OK, all over the place, there will be companies finding ways to immediately turn a load of those earnings that are in non-Rupee currencies into non-Rupee assets. Gold, US Treasuries, pay bills in advance, buy back stock, Bottles of Fine Wine. It doesn’t really matter. If I were the Chief Investment Officer of a company with $1 Billion, I’d promptly take about 3/4 of it and stuff it into Yen bonds, Swiss bonds, UK Guilts, and some US TIPs. The other 1/4 I’d use to pre-pay any bills I could find, including fully funding any executive bonus plans and retirement accounts. I’d also contact the folks who owed me money and ask if they would mind slowing down payments in exchange for manybe pre-booking some future orders. Whatever was left, I’d convert to 1/2 Rupees.

Why? Well, first off you have currency exchange losses. It isn’t free. Second, the Rupee is not exactly a great place to ‘store value’. Might as well ‘store value’ in prepaid obligations. Heck, even just order ahead about 6 months of input materials, with an option to reschedule, and payment made to an ‘escrow account’ in the name of a foreign bank. Anything that keeps the exchange rate risk out of the picture. Finally, the Rupee is not highly liquid. Once IN the rupee, if you need to get a $Billion back out (say to buy oil and shipping services) it can be slow and wasteful. Especially if the RBI is making rules to force you to be in the Rupee.

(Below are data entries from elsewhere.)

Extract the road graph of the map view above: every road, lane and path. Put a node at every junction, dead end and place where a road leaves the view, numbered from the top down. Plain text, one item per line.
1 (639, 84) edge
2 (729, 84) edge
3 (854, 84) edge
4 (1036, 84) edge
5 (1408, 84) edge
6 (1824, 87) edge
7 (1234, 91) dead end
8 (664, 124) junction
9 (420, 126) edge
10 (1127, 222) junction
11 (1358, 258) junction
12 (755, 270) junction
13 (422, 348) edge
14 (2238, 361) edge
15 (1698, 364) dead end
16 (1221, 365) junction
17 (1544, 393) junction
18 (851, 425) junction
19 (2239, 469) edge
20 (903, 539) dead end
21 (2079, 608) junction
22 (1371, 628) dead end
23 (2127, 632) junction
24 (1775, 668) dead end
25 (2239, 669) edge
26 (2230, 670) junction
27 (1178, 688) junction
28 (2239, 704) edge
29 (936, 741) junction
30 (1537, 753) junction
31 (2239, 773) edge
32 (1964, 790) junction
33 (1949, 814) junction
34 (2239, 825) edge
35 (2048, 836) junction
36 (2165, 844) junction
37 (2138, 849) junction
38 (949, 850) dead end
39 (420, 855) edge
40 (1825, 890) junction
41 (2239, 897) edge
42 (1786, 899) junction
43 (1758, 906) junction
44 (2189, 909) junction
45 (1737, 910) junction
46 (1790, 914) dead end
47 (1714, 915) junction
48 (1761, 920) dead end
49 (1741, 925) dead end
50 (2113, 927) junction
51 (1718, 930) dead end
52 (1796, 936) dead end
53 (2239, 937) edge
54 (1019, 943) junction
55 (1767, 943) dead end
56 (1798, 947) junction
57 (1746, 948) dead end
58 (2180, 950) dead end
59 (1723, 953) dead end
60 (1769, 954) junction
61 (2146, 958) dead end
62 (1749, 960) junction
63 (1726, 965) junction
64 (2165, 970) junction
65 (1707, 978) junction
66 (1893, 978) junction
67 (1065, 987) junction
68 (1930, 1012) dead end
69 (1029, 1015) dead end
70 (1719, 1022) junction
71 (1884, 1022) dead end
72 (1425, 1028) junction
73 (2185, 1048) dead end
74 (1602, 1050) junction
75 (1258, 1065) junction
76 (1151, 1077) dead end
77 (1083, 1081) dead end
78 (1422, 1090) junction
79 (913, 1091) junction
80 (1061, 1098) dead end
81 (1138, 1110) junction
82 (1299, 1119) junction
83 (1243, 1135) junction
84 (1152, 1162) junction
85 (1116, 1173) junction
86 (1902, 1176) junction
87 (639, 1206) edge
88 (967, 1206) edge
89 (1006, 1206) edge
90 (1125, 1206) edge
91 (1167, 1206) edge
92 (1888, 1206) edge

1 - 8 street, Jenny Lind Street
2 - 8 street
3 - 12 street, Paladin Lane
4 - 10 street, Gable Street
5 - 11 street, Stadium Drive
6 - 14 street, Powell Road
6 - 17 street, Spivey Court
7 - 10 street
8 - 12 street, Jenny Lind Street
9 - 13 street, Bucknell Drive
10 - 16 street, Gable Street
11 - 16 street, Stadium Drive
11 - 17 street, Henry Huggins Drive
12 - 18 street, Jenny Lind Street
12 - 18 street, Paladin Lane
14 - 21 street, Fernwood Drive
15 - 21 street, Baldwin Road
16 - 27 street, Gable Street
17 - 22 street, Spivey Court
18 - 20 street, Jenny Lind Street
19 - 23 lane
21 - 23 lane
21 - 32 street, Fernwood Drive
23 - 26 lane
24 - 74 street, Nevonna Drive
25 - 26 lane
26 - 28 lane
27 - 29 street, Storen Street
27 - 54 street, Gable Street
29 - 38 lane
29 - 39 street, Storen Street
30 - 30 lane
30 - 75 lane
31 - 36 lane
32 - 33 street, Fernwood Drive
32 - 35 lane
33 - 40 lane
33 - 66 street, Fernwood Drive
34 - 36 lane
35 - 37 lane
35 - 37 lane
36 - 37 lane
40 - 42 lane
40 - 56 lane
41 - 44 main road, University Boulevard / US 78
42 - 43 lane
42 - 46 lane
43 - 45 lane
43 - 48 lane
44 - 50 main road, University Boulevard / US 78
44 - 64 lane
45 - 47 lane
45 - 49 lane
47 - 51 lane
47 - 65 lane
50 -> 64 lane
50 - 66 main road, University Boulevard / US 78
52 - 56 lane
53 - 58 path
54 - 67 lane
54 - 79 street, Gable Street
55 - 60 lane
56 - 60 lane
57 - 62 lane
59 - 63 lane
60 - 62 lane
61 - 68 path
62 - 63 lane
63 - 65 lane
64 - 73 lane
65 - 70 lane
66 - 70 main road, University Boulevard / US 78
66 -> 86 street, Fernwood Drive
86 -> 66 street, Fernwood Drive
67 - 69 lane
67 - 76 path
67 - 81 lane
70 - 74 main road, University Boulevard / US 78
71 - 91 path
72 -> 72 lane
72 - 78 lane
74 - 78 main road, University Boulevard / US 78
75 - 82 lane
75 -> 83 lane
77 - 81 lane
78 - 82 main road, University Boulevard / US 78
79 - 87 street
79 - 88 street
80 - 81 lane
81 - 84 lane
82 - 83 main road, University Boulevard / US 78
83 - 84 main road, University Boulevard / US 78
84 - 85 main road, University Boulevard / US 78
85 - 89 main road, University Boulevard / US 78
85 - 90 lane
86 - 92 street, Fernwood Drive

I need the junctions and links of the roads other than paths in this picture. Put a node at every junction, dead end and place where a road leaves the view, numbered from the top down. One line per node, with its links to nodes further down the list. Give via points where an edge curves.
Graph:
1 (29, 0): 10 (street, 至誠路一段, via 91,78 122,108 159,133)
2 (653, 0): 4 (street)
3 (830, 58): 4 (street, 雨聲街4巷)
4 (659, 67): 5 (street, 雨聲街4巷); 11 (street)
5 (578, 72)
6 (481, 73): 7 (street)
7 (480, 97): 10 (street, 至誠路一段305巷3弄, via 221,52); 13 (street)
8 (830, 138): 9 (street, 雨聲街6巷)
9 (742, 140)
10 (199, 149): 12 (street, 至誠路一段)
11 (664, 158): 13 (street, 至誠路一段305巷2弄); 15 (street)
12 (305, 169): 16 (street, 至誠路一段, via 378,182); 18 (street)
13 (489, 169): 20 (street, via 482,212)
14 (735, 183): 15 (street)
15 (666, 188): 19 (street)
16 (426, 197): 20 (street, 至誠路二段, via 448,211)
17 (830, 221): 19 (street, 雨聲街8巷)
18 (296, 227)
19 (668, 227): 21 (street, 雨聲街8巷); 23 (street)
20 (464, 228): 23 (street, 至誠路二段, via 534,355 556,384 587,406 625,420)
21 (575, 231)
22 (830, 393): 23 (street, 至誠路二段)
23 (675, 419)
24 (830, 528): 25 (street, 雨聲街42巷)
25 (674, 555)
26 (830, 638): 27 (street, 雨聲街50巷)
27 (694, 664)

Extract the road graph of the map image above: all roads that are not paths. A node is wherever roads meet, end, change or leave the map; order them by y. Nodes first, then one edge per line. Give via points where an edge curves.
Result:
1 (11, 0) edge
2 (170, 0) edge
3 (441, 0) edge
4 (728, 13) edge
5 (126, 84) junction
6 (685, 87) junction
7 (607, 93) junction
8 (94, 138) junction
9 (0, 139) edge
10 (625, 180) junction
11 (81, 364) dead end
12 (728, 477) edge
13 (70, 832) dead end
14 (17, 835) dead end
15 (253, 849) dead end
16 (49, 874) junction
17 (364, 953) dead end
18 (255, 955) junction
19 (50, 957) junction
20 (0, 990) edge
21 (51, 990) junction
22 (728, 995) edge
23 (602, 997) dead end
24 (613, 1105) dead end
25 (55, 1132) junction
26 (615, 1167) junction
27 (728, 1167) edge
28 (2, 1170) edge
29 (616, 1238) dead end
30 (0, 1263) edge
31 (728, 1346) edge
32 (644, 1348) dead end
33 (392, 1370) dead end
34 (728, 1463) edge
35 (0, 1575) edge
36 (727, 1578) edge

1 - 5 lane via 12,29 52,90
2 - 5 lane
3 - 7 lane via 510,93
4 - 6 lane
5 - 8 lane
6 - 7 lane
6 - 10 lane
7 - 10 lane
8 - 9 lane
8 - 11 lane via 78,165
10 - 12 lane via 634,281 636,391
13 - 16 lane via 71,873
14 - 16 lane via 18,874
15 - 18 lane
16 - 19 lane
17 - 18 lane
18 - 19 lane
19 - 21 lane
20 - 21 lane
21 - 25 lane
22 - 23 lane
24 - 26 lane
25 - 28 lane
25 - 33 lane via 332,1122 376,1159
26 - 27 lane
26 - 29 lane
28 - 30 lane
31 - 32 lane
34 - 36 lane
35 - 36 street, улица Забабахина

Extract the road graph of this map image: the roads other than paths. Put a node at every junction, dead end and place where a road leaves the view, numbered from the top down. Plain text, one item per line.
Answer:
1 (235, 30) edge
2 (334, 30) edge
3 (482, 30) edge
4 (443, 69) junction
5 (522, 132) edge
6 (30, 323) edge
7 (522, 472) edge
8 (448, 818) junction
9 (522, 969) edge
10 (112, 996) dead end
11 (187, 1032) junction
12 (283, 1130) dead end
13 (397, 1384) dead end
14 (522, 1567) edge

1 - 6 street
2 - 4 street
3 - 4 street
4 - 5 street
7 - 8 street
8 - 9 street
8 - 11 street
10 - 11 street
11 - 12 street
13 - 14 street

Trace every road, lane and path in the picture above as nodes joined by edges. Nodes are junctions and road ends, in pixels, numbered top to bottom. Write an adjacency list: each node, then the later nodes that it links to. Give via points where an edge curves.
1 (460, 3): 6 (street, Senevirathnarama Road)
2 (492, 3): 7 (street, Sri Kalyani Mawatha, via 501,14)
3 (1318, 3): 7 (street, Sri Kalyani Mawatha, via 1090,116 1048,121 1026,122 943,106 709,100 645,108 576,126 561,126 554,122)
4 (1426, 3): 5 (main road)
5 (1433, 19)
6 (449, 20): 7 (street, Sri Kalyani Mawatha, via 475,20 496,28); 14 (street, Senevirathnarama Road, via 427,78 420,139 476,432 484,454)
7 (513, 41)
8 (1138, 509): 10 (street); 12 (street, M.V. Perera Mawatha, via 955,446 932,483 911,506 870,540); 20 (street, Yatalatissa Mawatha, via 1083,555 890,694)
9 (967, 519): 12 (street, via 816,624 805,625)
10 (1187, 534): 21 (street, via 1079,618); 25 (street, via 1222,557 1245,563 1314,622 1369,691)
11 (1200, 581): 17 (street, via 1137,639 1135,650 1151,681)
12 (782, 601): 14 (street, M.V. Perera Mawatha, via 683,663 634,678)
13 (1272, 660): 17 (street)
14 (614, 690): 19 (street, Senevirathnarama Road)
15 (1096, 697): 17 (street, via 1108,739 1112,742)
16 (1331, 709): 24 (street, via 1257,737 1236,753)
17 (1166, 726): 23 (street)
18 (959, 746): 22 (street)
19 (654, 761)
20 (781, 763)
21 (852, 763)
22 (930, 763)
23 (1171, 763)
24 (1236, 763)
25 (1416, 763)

This is a stellar example of a petty clerk with a big title who thinks he has power and control demanding that people do what he wants. Not realizing that people will do what is best for them, and that rarely will be what is best for him. So he makes rules, and they dodge them. Then the ‘ripple effects’ set in as investors flee, new deals don’t get done, and given a choice of a subsidiary Plastics Factory in India with a Crazy Clark or China with a low level of intervention (and much of that waved for a modest bribe…, oh, pardon, “consideration”…) Well, the investment just goes to those places that don’t have Sovereign Risk listed on the Project Plan Analysis Documents.

So what does the chart look like for India? Pretty grim. That’s why you have not heard much from me about it. Remember that India was part of the BRICS just a couple of years back. The rising ‘best and brightest’ of the Emerging World.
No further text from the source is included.